Given their ability to handle asynchronous clocks and incremental analysis, the new tools might just save you time and boost your design's performance.

by Dean Bronnenberg



Owing to the complexity of the newest ASICs, static timing analysis is fast becoming a prerequisite to achieving a reliable working part. Using powerful, user-friendly, second-generation static timing analyzers that support incremental analysis capabilities, ASIC designers can uncover timing problems in minutes and quickly optimize them to achieve dramatic improvements in overall chip performance.

At Radix Technologies, we develop and manufacture telecommunications signal processing technology using digital adaptive beamforming and null-steering technology. As they are for many telecommunications and mainstream electronic equipment manufacturers, ASICs are a fundamental building block in our designs. We specifically rely on them to perform some of the complex algorithms used in our beamforming systems, as well as in other DSP and digital receiver/transmitter systems. These ASICs must work the first time; our schedules and budgets seldom allow the luxury of a second spin.

As can be expected, we take great pains to thoroughly examine and verify the designs before releasing them to our ASIC vendor. Their size and complexity, though, have placed a serious burden on both functional testing and timing verification. Exploding test vector sets, massive hardware requirements, and long simulation times all delay the delivery of our products. Traditional simulation-based timing verification methodology consumes far more time and engineering resources than we can afford.

Figure 1 FFT clock domains

The RACE FFT includes the JTAG clock domain (blue) and the system clock domain.
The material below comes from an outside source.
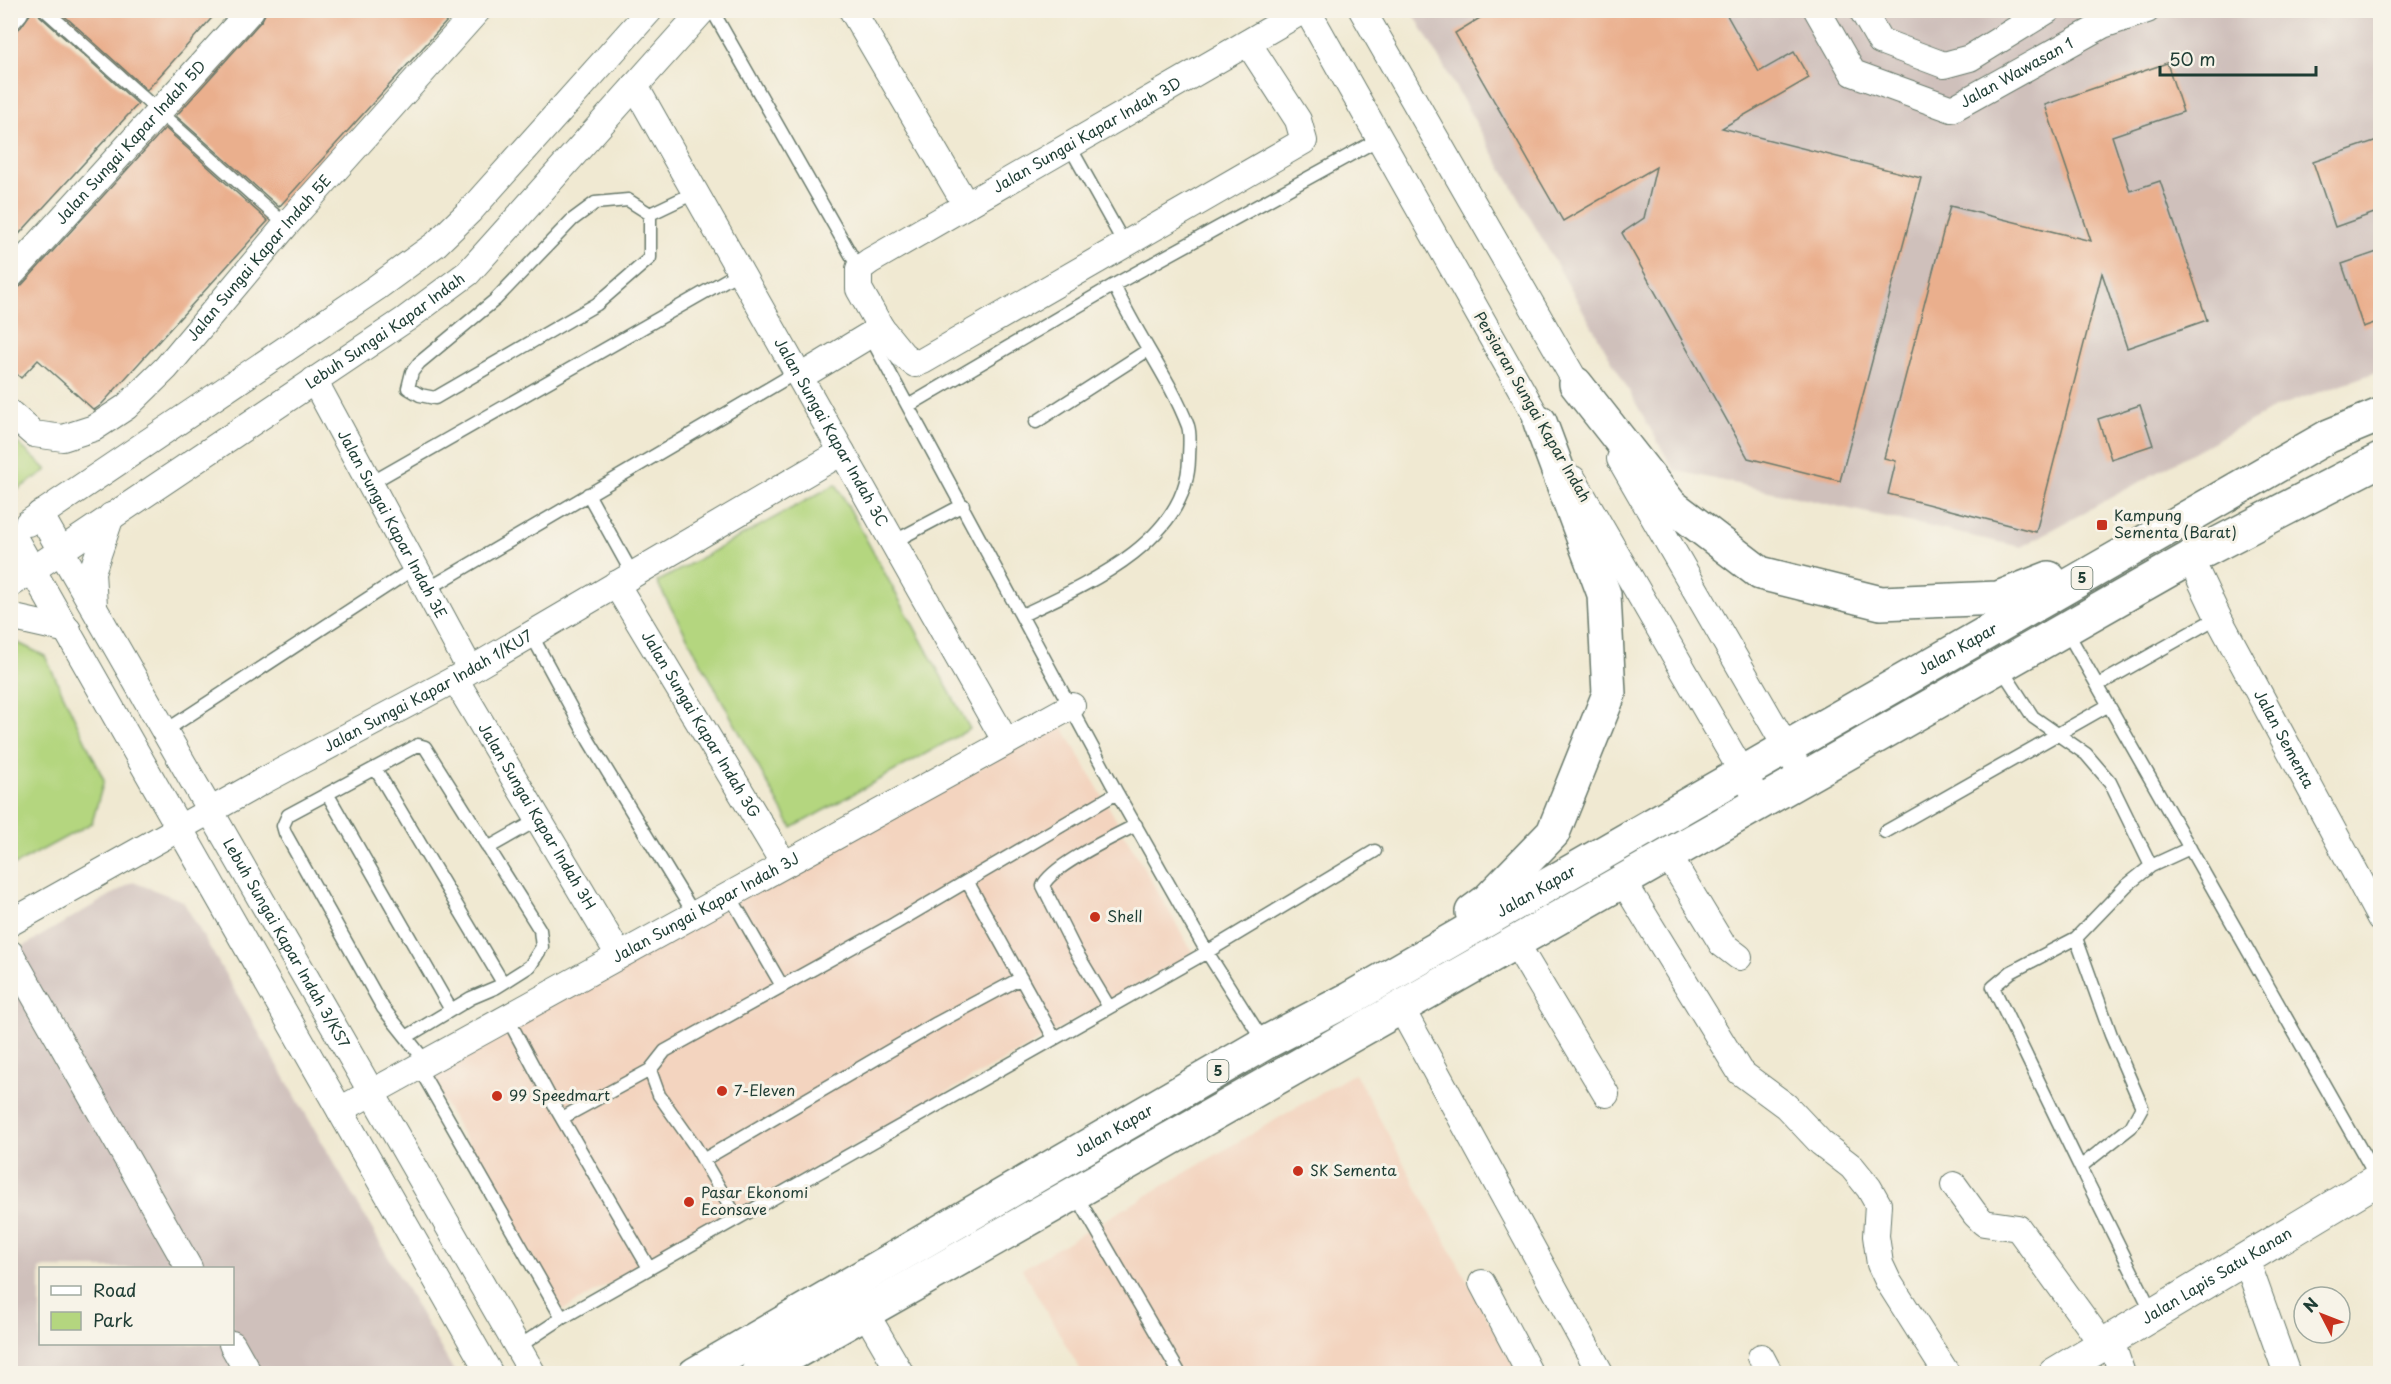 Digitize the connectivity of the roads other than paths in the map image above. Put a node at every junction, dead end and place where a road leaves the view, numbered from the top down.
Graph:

The system clock domain consists of two distinct components, a balanced clock feeding the FFT core (red), and a second section feeding the output registers (green).

Our newest ASICs are teaching us that static timing analysis is a prerequisite to achieving a reliable working part--and that the static timing analyzer gives us a fast, efficient way to thoroughly examine an ASIC's timing. Analysis uncovers subtle timing issues that can make the difference between a viable part and one that malfunctions, typically out in the field. Not only is its throughput orders of magnitude faster than functional test, but it doesn't require test vectors that can be very time consuming to create.

Despite the benefits of static timing analysis tools, designers have shied away from them because they were once so difficult to learn and cumbersome to use. However, major improvements in the user interface and capabilities in second-generation tools have made the approach much more attractive. In our latest RACE FFT ASIC design, we used one such tool (Mentor Graphics SST Velocity) to verify and enhance the performance of the ASIC and were extremely pleased with the results. Using the tool to analyze the entire chip helped us identify and optimize critical timing paths to achieve an impressive 35 percent increase in the chip's timing performance. The speed increase allowed the RACE FFT ASIC to fulfill the needs of our next system without a respin to a smaller geometry.

Demands of the design
The RACE FFT ASIC is a fundamental building block used in a wide range of commercial telecom, signal analysis, and military systems. The chip performs real-time analysis and generation of signals for applications that include continuous real-time spectral analysis, support for test equipment, and spread spectrum signal reception and transmission for such technologies as ADSL and emerging high-definition television. At the core of the RACE FFT is a proprietary implementation of a cascadable fast Fourier transform (FFT) processor for real or complex data. Programming options directly support forward and inverse FFTs, as well as discrete cosine and sine transforms (DCT and DST), for spectral analysis or frequency-based signal generation.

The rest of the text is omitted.